Click Here To Learn More About Treating Your Endometriosis

Tuesday, 23 August 2011

What Is Endometriosis?

Endometriosis is a potentially severe condition that involves improper development of the lining of the uterus in women. In this condition, the uterus lining actually develops on the outside of the uterus. This abnormal growth is not just a nuisance – it can be potentially dangerous and even deadly if not treated properly.

This condition is more common then most people may in fact believe. According to researchers and statisticians, approximately two to ten percent of women develop endometriosis during their lifetime. Endometriosis normally appears in women between the ages of 20 and 30; however, there are exceptions to this rule and some women develop the condition earlier or later in life.
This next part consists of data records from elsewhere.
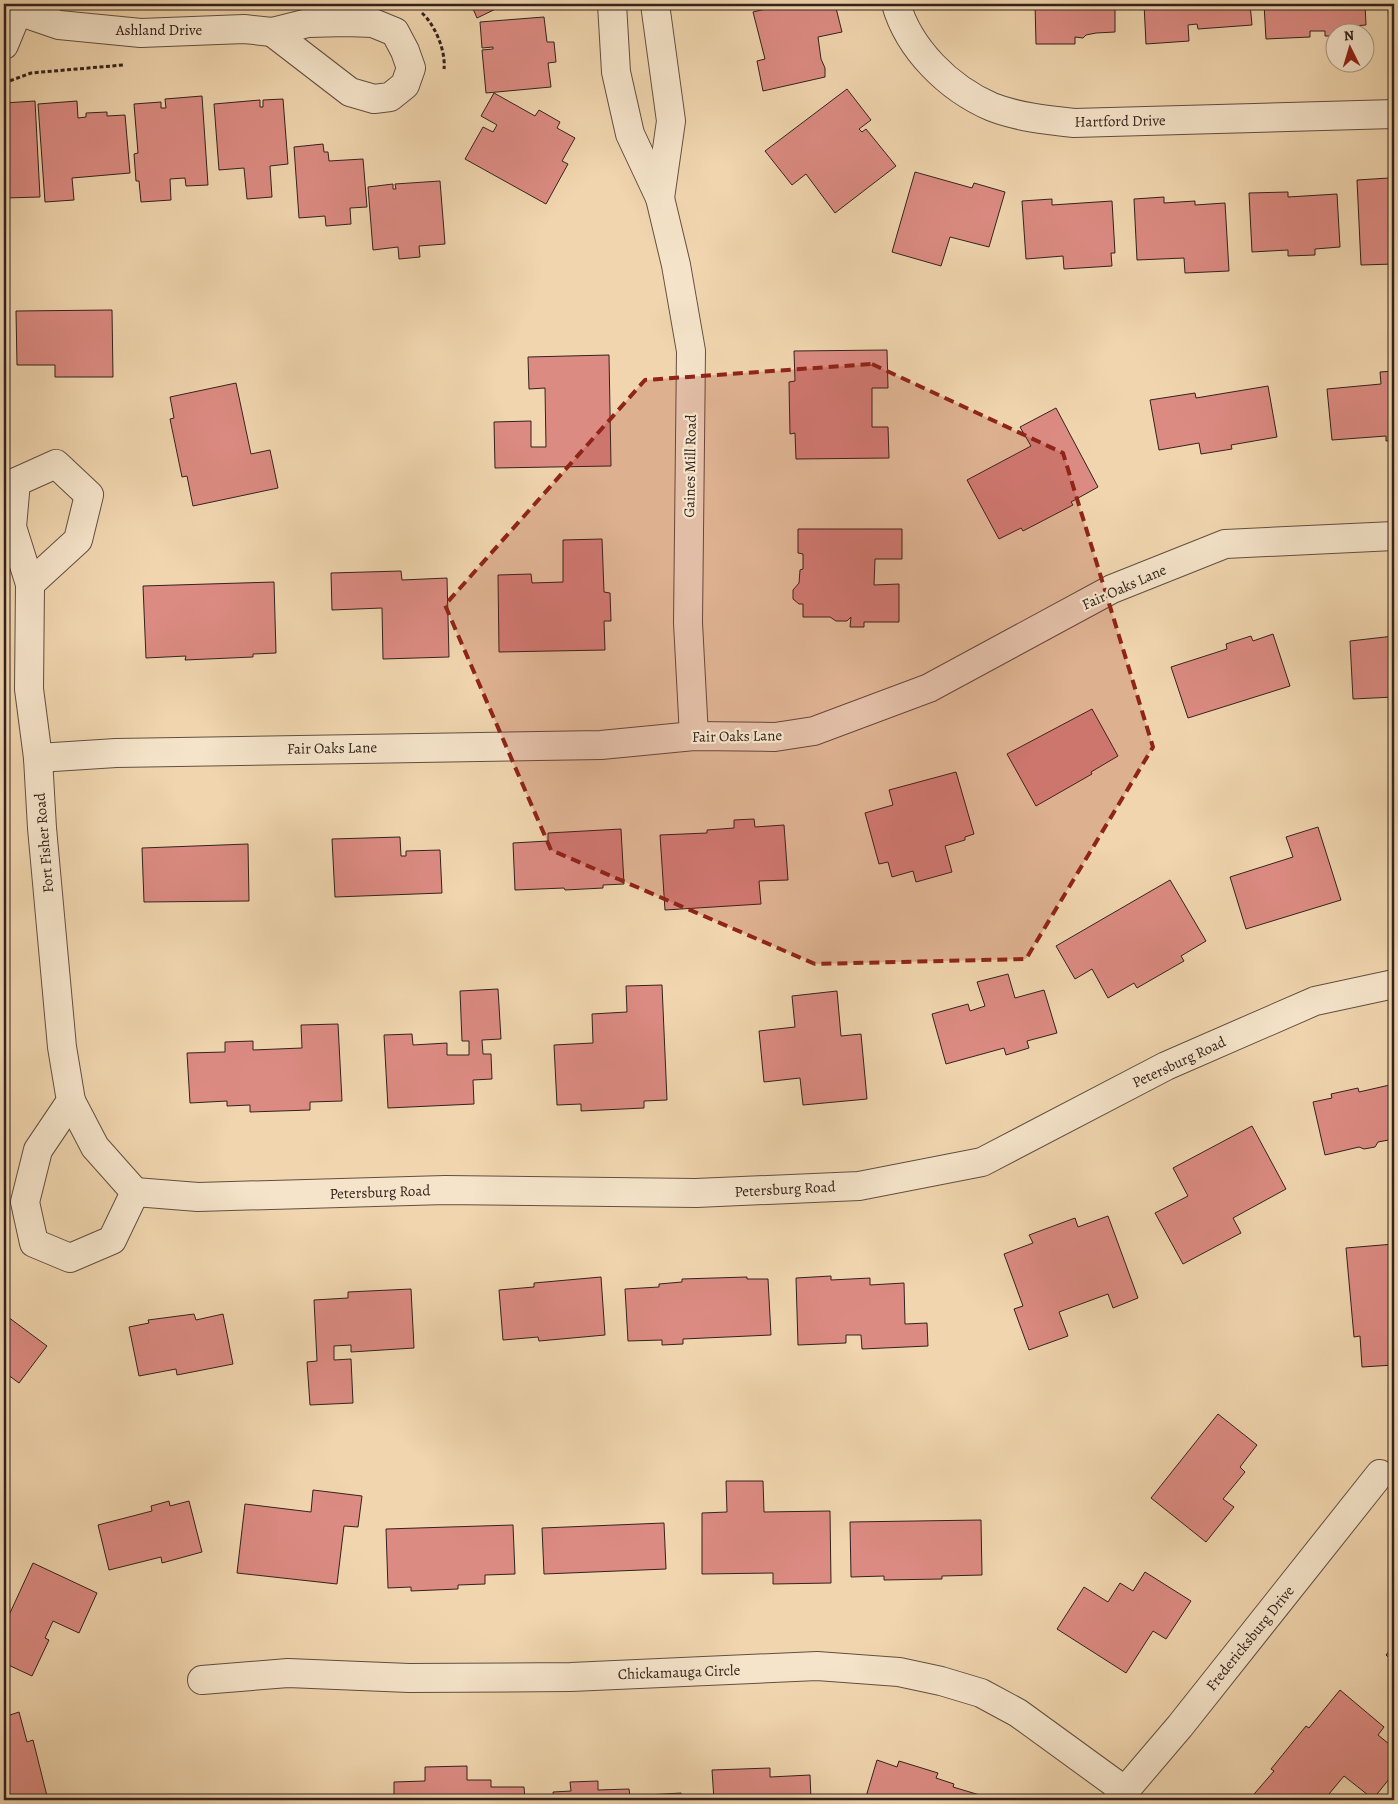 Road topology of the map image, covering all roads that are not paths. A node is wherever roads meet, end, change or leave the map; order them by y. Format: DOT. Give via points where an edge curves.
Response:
graph roads {
  1 [pos="612,4"];
  2 [pos="655,4"];
  3 [pos="896,4"];
  4 [pos="12,8"];
  5 [pos="272,32"];
  6 [pos="4,45"];
  7 [pos="1394,114"];
  8 [pos="660,198"];
  9 [pos="1394,536"];
  10 [pos="30,584"];
  11 [pos="694,736"];
  12 [pos="38,758"];
  13 [pos="1394,984"];
  14 [pos="71,1102"];
  15 [pos="135,1192"];
  16 [pos="1380,1474"];
  17 [pos="202,1680"];
  18 [pos="1121,1795"];
  1 -- 8 [label="street, Gaines Mill Road" via="616,72 630,134"];
  2 -- 8 [label="street, Gaines Mill Road" via="671,122"];
  3 -- 7 [label="street, Hartford Drive" via="902,24 925,57 956,85 991,106 1032,118 1074,122"];
  4 -- 5 [label="street, Ashland Drive" via="59,25 141,33"];
  4 -- 6 [label="street, Ashland Drive"];
  8 -- 11 [label="street, Gaines Mill Road" via="691,350 688,622"];
  9 -- 11 [label="street, Fair Oaks Lane" via="1226,544 1112,590 929,688 814,731 775,737"];
  10 -- 12 [label="street, Fort Fisher Road" via="29,689"];
  11 -- 12 [label="street, Fair Oaks Lane" via="602,745 135,752"];
  12 -- 14 [label="street, Fort Fisher Road" via="62,1037"];
  13 -- 15 [label="street, Petersburg Road" via="1315,1000 1166,1066 982,1162 859,1186 696,1193 445,1190 198,1197"];
  14 -- 15 [label="street, Fort Fisher Road" via="95,1147"];
  14 -- 15 [label="street" via="38,1150 25,1202 34,1243 70,1258 112,1240"];
  16 -- 18 [label="street, Fredericksburg Drive" via="1180,1726"];
  17 -- 18 [label="street, Chickamauga Circle" via="288,1673 410,1678 572,1677 817,1666 900,1672 941,1680 981,1694 1018,1714"];
}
When the tissue that makes up the lining of the uterus develops outside the uterus it can lead to significant health problems. First of all, due to the fact that tissue is pushing into areas of the body that are not set up to handle this sort of tissue growth, it can cause extensive pain and discomfort. Internal bleeding and damage to other organs is also possible due to this excessive tissue growth. Furthermore, many women who develop endometriosis go onto experience fertility problems – with an unfortunate few who will never be able to conceive, even with the focused help of reproductive specialists.

Like many other significant health problems, a true cause of endometriosis has yet to be discovered. Scientists have not as of yet been able to pinpoint exact the exact cause of endometriosis, although they have a number of theories. The links between these theories and hard biology are not fully understood, however, scientists hope to one day unravel the mystery behind endometriosis

One of the theories involves the over production of the female hormone estrogen. Another theory involves erratic stem cell production in the wall of the uterus.

While medical professionals rabidly discuss all theories it is thought also that there is a genetic link. Close female relatives of those stricken with endometriosis are more likely to develop the disorder.

As stated earlier, the most common symptom is pain during menstruation. Other symptoms include cramping, lower back pain, nausea, fatigue, infertility, painful sexual intercourse, painful bowel movements, and the development of cysts.

Endometriosis occurs in four distinct stages. The first stage is generally the most benign – the condition is just beginning in the ovaries. The second stage is mild and in addition to appearing in the ovaries, it appears on the pelvic lining. The third stage – or moderate stage is the steppingstone to the fourth and final stage where significant bodily injury is possible.

Endometriosis is not something to be taken lightly. If you suspect that you may have endometriosis you should immediately seek medical advice for a diagnosis. While there is no cure for the disease, it is possible to treat it through a variety of treatments.